San Jose, which was 7-0-1 through its first eight games, was hoping to be the team that stopped history. Instead, the Sharks failed to build on their 2-1 win Tuesday in St. Louis, their lone victory this month, and lost in regulation to the Blackhawks for the third time in the past 17 days.
Patrick Marleau gave San Jose a 1-0 lead with 14.2 seconds left the first period, but they went 0-for-4 on the power play and gave up the shorthanded winner to Saad.
"Yeah, you're [angry]. You're not happy with it and you shouldn't be after a loss," Sharks coach Todd McLellan said. "The effort was much better [than in previous losses to Chicago this season]. The battle was better. We still only scored one goal. We gave up the winner on the power play. So we should all be a little unhappy."
McLellan was particularly unhappy with how Saad scored his first career special teams' goal.
San Jose defenseman Brent Burns gave Saad space to carry the puck into the zone and eventually into the left circle. Burns then backed off even more, giving the rookie forward a shooting lane that he used to beat goalie Antti Niemi on the glove side 2:24 into the third period.

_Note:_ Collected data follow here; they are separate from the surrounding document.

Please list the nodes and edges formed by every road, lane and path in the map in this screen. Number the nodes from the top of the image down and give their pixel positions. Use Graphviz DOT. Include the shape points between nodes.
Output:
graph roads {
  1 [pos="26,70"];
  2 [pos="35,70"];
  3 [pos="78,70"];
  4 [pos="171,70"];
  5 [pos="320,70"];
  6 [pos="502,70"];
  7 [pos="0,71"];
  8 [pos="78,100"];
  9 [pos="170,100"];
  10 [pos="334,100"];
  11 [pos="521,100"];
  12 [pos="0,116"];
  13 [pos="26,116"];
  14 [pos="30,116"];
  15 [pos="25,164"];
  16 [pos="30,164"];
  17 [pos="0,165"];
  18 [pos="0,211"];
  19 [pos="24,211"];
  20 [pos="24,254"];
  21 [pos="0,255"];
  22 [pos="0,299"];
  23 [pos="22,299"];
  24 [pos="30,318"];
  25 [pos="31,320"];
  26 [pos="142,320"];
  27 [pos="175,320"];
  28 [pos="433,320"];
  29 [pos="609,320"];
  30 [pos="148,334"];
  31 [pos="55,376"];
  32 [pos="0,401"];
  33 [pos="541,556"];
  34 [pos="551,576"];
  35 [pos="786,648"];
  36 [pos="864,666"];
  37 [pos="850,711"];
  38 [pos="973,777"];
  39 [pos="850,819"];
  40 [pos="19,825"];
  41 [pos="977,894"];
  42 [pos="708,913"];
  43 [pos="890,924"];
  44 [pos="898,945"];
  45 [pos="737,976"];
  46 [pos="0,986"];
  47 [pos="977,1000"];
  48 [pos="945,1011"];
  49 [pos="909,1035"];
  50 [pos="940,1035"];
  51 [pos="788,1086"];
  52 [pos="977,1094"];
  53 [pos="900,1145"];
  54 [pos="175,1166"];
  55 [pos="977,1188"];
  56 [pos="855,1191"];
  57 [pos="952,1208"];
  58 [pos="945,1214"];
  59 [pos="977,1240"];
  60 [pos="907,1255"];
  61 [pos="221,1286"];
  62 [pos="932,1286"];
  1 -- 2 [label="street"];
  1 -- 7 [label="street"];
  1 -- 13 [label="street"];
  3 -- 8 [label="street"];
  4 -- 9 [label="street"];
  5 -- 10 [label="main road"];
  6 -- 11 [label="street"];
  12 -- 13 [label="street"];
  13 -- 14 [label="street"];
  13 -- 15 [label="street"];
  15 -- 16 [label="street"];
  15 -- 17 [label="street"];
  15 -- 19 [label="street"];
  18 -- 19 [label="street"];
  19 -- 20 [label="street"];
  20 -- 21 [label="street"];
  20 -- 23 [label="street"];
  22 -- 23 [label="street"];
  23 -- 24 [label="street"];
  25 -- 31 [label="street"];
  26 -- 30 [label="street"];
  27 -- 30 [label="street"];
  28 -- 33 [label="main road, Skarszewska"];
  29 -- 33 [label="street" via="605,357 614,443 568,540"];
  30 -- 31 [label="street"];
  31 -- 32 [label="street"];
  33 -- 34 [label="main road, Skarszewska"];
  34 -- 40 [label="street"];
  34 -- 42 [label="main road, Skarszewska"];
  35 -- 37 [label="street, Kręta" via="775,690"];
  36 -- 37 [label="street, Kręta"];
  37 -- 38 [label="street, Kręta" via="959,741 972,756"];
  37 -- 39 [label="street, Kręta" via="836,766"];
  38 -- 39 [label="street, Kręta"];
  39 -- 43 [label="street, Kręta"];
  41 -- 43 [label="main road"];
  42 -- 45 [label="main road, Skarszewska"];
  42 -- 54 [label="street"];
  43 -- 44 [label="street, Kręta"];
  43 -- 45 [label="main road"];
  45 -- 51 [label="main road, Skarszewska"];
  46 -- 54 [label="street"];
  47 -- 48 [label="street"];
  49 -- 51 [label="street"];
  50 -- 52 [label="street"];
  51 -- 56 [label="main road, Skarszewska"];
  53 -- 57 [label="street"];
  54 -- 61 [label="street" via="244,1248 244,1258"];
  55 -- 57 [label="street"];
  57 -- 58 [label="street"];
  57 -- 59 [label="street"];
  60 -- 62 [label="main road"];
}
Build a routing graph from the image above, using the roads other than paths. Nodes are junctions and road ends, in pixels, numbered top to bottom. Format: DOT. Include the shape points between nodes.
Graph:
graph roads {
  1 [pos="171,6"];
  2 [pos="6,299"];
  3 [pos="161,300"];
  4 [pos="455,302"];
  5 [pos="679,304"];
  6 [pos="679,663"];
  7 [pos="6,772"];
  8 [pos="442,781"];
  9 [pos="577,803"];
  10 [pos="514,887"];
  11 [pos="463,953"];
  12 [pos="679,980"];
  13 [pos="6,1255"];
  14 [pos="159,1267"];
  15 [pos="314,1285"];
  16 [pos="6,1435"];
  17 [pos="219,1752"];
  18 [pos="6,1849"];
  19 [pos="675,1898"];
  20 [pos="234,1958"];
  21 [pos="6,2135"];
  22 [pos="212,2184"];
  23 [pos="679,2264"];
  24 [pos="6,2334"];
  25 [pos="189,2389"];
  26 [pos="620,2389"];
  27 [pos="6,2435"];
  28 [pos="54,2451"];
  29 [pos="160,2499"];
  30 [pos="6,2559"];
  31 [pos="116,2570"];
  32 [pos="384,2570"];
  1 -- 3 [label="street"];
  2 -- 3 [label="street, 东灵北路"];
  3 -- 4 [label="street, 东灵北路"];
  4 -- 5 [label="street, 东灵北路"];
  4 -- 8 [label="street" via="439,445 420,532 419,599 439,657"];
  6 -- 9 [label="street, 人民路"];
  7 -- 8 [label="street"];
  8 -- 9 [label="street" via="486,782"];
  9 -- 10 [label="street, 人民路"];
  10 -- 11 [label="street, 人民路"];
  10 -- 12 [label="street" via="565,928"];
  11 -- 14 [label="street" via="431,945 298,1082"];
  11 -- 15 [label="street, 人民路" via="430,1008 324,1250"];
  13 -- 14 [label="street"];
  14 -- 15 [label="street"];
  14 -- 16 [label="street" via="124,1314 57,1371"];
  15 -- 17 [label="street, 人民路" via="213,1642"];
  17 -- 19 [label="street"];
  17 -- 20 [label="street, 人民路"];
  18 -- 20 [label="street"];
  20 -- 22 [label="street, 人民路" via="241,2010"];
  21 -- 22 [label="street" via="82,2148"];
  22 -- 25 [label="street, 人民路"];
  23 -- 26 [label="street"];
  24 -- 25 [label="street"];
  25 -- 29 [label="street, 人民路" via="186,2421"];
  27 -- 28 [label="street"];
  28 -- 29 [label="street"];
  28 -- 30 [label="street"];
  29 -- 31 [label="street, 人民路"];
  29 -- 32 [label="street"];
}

There were still three seconds left in Brent Seabrook's tripping penalty.
"I thought we let a player that wasn't very dangerous -- not because he isn't talented -- but a player in a situation that wasn't very dangerous skate into a primary scoring spot without even challenging him," McLellan said. "I'm not sure if our goalie was on the angle or not, but I'm disappointed we didn't challenge him earlier."
Burns told NHL.com that he saw Saad coming down the left side with a lot of speed, so he was trying to "protect the middle, take him to the outside." But Saad had a shooting lane from inside the circle and was able to rifle the shot to the far side of the net.
"Sometimes power-play guys let back a little and luckily I took advantage of it," Saad said.
The Blackhawks are taking advantage of just about every inch they're being given this season.
They're fourth in the League in offense (3.24 goals for per game), second in defense (1.88 goals against per game) and third in penalty kill (87.7 percent). Their goaltending duo of Emery and Crawford, once considered to be the team's greatest area of concern, has emerged as one of its greatest areas of strength.
Chicago's star offensive players -- Patrick Kane, Jonathan Toews, Marian Hossa and Patrick Sharp -- are all contributing on the scoresheet. The Blackhawks' defensive depth has arguably never been better and Duncan Keith and Seabrook are again looking like one of, if not the most, dominant pairs in the NHL.
But perhaps most notably, the Blackhawks are not content with having at least one point in 17 straight games.
"There's no looking back. We want to keep winning," Stalberg said. "If we keep playing the way we have been we'll be in a good spot to keep winning. Obviously a loss is going to come at some point, but we want to try to get as many points as possible."